Monday, April 16, 2012

Dear Family and Friends,

Happy Easter to everyone from  Miriam. She is a God fearing, God loving, Christ centered mom, daughter, sister,wife and friend. Her life switch has been turned off temporarily. We are waiting for God to turn it back on. Keep praying and hoping. She has the breath of life from the Holy Spirit. She knows, she hears and she understands. She is merely trapped in her body. 

Two weeks ago, Howie received a congratulatory phone call from our US Congressman for getting admitted to the US Naval Academy. When I shared this wonderful news with her, Miriam tried to cry with partially muted joy in her face. She had a prolonged response. She understood what this meant. The following day, a friend of our family congratulated Miriam and she gave  a smile.  Miriam and our family are so proud of Howie. He has been a big help during our time of crisis.

God is the center of our family. As Howie puts it, God is our GPS. God knows everything. We continue to trust in His infinite wisdom.

 Miriam remains stable and more wakeful. We are still waiting for functional recovery. I know she wants to thank everyone for praying for her and I am sure that if she were able , she would ask everyone to continue to pray for her recovery. She remains faithful to her Lord and Savior Jesus Christ.

In His Time,

Alex

Saturday, March 3, 2012

One Year and Two Months

Dear Family and Friends,

Miriam's progress has been slow. Very little to update. Her mom and sister Doris were in town to attend to her needs while I was on nighthawk shift. A great big help. Thank you Doris and mom. I cannot thank you enough for your agape love towards your sister. I am deeply touched and moved to tears.  

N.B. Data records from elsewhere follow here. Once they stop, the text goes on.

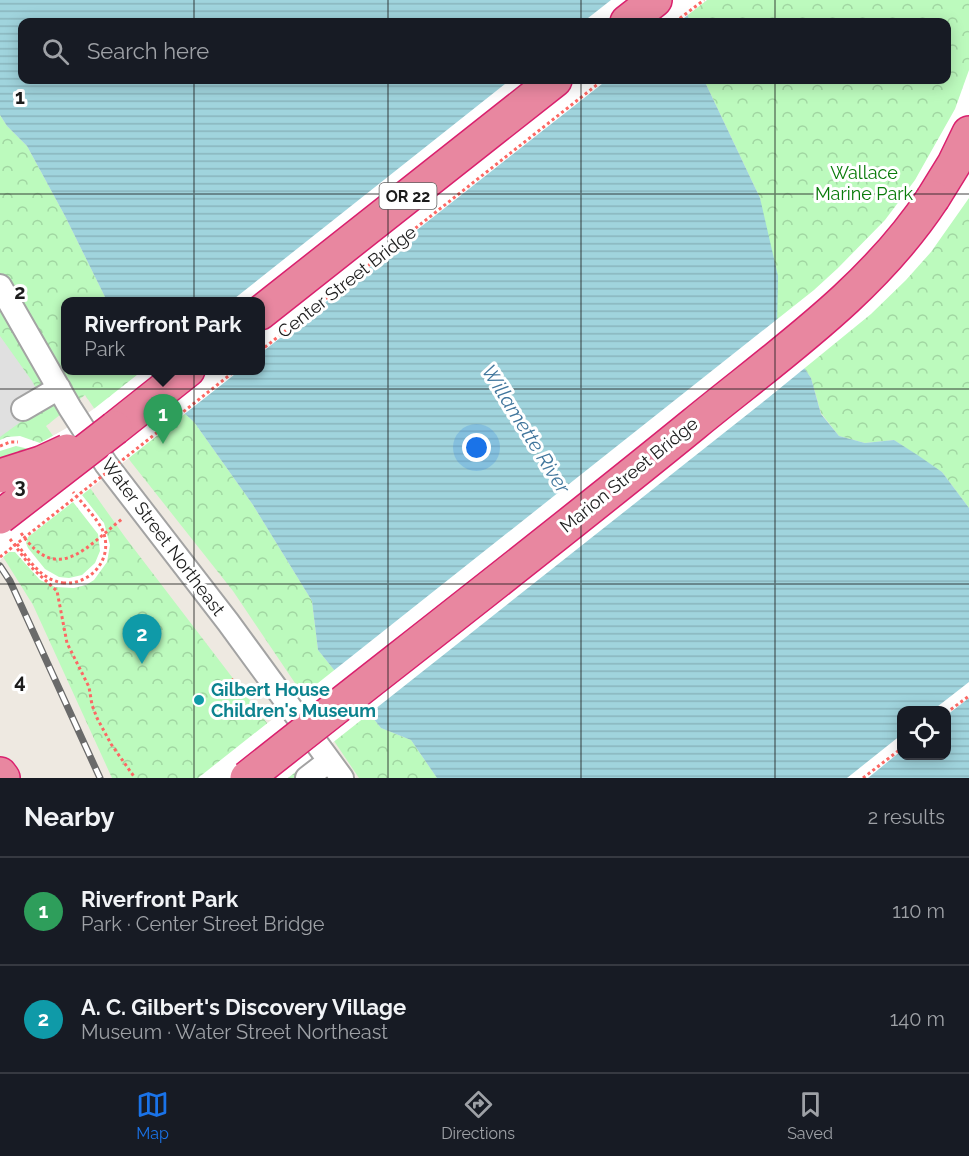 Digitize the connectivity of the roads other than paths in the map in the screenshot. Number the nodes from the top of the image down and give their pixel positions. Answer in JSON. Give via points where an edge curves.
{"nodes":[{"id":1,"x":655,"y":0,"type":"edge"},
{"id":2,"x":632,"y":18,"type":"edge"},
{"id":3,"x":550,"y":84,"type":"edge"},
{"id":4,"x":969,"y":133,"type":"edge"},
{"id":5,"x":0,"y":286,"type":"edge"},
{"id":6,"x":265,"y":310,"type":"edge"},
{"id":7,"x":182,"y":375,"type":"edge"},
{"id":8,"x":59,"y":388,"type":"junction"},
{"id":9,"x":23,"y":409,"type":"dead end"},
{"id":10,"x":115,"y":428,"type":"junction"},
{"id":11,"x":0,"y":476,"type":"edge"},
{"id":12,"x":11,"y":531,"type":"edge"},
{"id":13,"x":335,"y":769,"type":"edge"},
{"id":14,"x":0,"y":774,"type":"edge"},
{"id":15,"x":3,"y":778,"type":"edge"},
{"id":16,"x":247,"y":778,"type":"edge"},
{"id":17,"x":307,"y":778,"type":"edge"}],
"edges":[{"from":1,"to":2,"type":"highway"},
{"from":3,"to":6,"type":"highway","name":"Center Street Bridge","number":"OR 22"},
{"from":4,"to":16,"type":"highway","name":"Marion Street Bridge","bridge":true,"via":[[917,222],[867,279],[827,316]]},
{"from":5,"to":8,"type":"street","name":"Water Street Northeast"},
{"from":7,"to":10,"type":"highway"},
{"from":8,"to":9,"type":"street"},
{"from":8,"to":13,"type":"street","name":"Water Street Northeast","via":[[106,464]]},
{"from":10,"to":11,"type":"highway","bridge":true,"via":[[41,463]]},
{"from":10,"to":12,"type":"highway","bridge":true},
{"from":13,"to":17,"type":"street"},
{"from":14,"to":15,"type":"highway"}]}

Miriam remains more wakeful ... more so at night. Doris shared some of their childhood memories and Miriam attempted to laugh again. A muted smile is all she could give. Yesterday, a well known and respected businessman dropped by to see Miriam. He shared about how wonderful and outgoing Miriam is. That he and his wife enjoy talking to her and love her company. I got carried away and started sharing stories about her. Miriam was pleased and gave us a muted smile too. Thank  you Lord.

We continue to pray and wait  for her miracles. Please do not give up praying for her.

In His Time,

Dad/Alex

Wednesday, January 25, 2012


Dear Family and Friends,

 Miriam is stable. Her progress remains slow and there is very little to report. She had a low grade fever and it was attributed to a very mild upper respiratory tract infection.She is better now.

Yesterday, a new nurse at the Skilled Nursing Facility was getting her orientation. I participated by telling her about Miriam's nursing needs etc. Then I began to share with her who Miriam was before her horrific stroke. I do this mini orientation to every new nurse or CNA. I want them to see her as a person not just a patient.  I started "bragging" about her and I know she  does not like me to talk about her gifts and talents from the Lord. I explained to Miriam why I was bragging about her and she reacted with a muted smile. Every little smile from her is progress for me.

This evening, I was watching a short TV program and there was a young mother who delivered her baby. It brought back memories when mom Miriam gave birth to our two wonderful boys. I began to cry and became thankful to God for allowing me to marry her.
 

Thank you all for your continued prayers. Please do not give up on her. God will deliver His miracle.

In His Time,

 Alex

Monday, January 2, 2012

Happy New Year

Alex: " I know my dear wife so well, that were she able to communicate, I know she would want to say this to everyone......"

Dear Family and Friends

Happy New Year to my dear family and friends. A new year means a new beginning. Goodbye 2011 and welcome 2012. 

Thank you for your unceasing prayers. I am expecting God's miracles as I continue to pray for all of you. I am unable to talk but I can hear and understand everything. I am thankful to God that I have all of you praying for me everyday. Please do not lose hope because God is faithful. He has been my Heavenly Father since I lost my dad at age 4. He will never leave me nor forsake me. 

I am expecting His miracles. They are coming soon. May the Lord bless all of you and grant you the desires of your heart.